Benzodiazepines. The anxiolytics most frequently used are the benzodiazepines. All of the benzodiazepines are of equal efficacy and all act on the g-aminobutyric acid (GABA)/benzodiazepine (BZ) receptor complex, causing sedation, problems in concentrating and anterograde amnesia. Benzodiazepines do not decrease worrying per se, but act to lower anxiety by decreasing vigilance and by eliminating somatic symptoms such as muscle tension. Tolerance to the sedation, impaired concentration and amnesia effects of these drugs develop within several weeks, although tolerance to the anxiolytic effects occurs much more slowly--if at all. Benzodiazepine therapy can begin with 2 mg of diazepam, or its equivalent, three times daily. The dosage can be increased by 2 mg per day every two to three days until the symptoms abate, side effects develop4 or a daily dose of 40 mg is reached. Diazepam does not have to be used as the initial agent; several alternatives are available. In the elderly patient, benzodiazepine therapy should begin at the lowest possible dosage and increased slowly.
Agents with short half-lives, such as oxazepam (Serax), are easily metabolized and do not cause excessive sedation. These agents should be used in the elderly and in patients with liver disease. They are also suitable for use on an "as-needed" basis. Agents with long half-lives, such as clonazepam (Klonopin), should be used in younger patients who do not have concomitant medical problems. In addition to improved compliance, the longer acting agents offer several advantages: they can be taken less frequently during the day, patients are less likely to experience anxiety between doses and withdrawal symptoms are less severe when the medication is discontinued. When a benzodiazepine is prescribed, the patient should be warned about driving and operating heavy machinery while taking this medication.
Use of benzodiazepines in therapeutic dosages does not lead to abuse, and addiction is rare. The benzodiazepines most likely to be abused are those that are rapidly absorbed such as diazepam, lorazepam (Ativan) and alprazolam (Xanax). Alprazolam should be prescribed only for patients with panic disorder. When abused, benzodiazepines are usually abused with other substances, particularly opiates. The patients most likely to abuse benzodiazepines are those who have a previous history of alcohol or drug abuse, and those with a personality disorder.
All benzodiazepine therapy can lead to dependence; that is, withdrawal symptoms occur once the medications are discontinued. Withdrawal symptoms include anxiety, irritability and insomnia, and it can be difficult to differentiate between withdrawal symptoms and the recurrence of anxiety. Seizures occur rarely during withdrawal. Withdrawal symptoms tend to be more severe with higher dosages, with agents that have short half-lives, with rapidly tapered dosages, and in patients with current tobacco use or with a history of illegal drug use. The risk of dependence increases as the dosage and the duration of treatment increases, but it can occur even when appropriate dosages are used continuously for three months.

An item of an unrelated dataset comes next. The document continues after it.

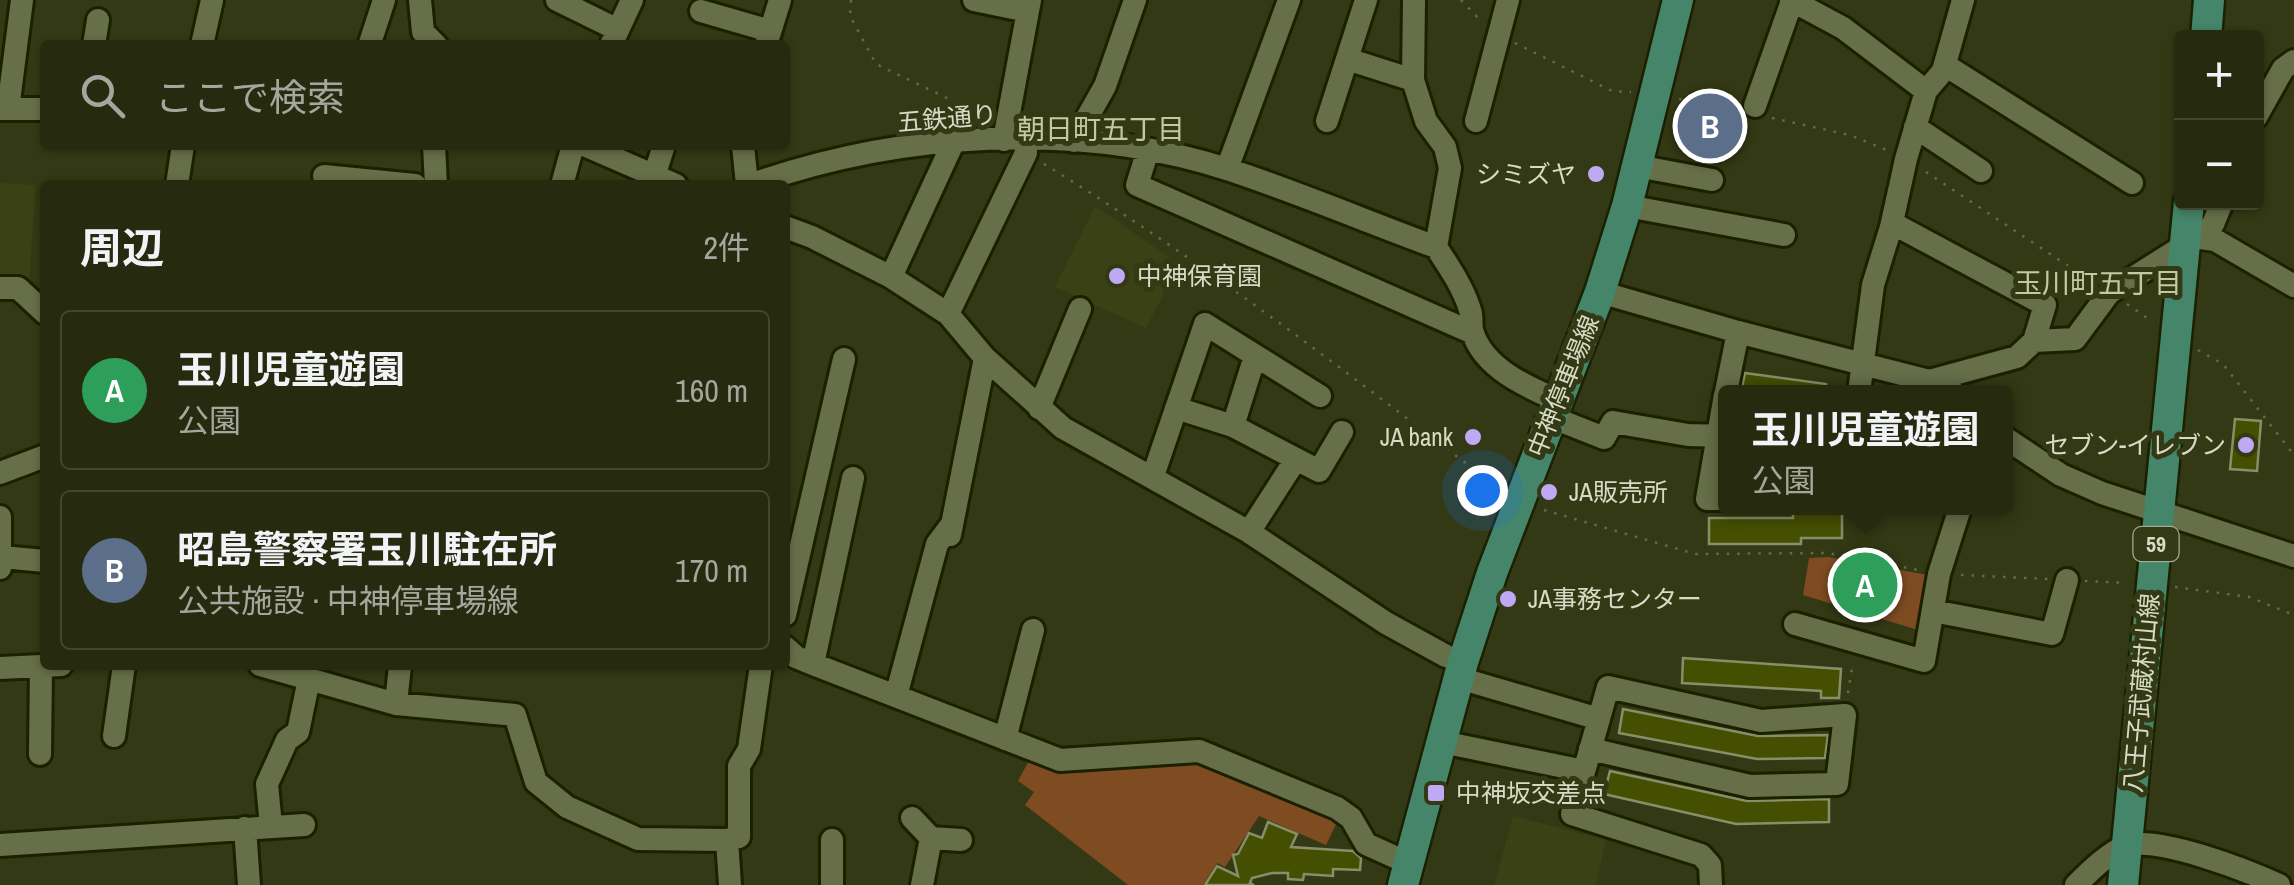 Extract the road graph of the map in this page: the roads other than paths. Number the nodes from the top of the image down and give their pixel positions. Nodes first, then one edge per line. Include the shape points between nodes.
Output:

Withdrawal symptoms begin six to 12 hours after the last dose of an agent with a short half-life and 24 to 48 hours after the last dose of an agent with a longer half-life. In patients who have taken a benzodiazepine for more than six weeks, the dosage should be decreased by 25 percent or less per week to prevent withdrawal symptoms. Patients may experience rebound anxiety (akin to the rebound hypertension that occurs when some antihypertensives are discontinued) once the tapering process is completed, but this is transient and ends within 48 to 72 hours. Once the rebound anxiety ends, a patient may re-experience the original symptoms of anxiety, referred to as recurrent anxiety.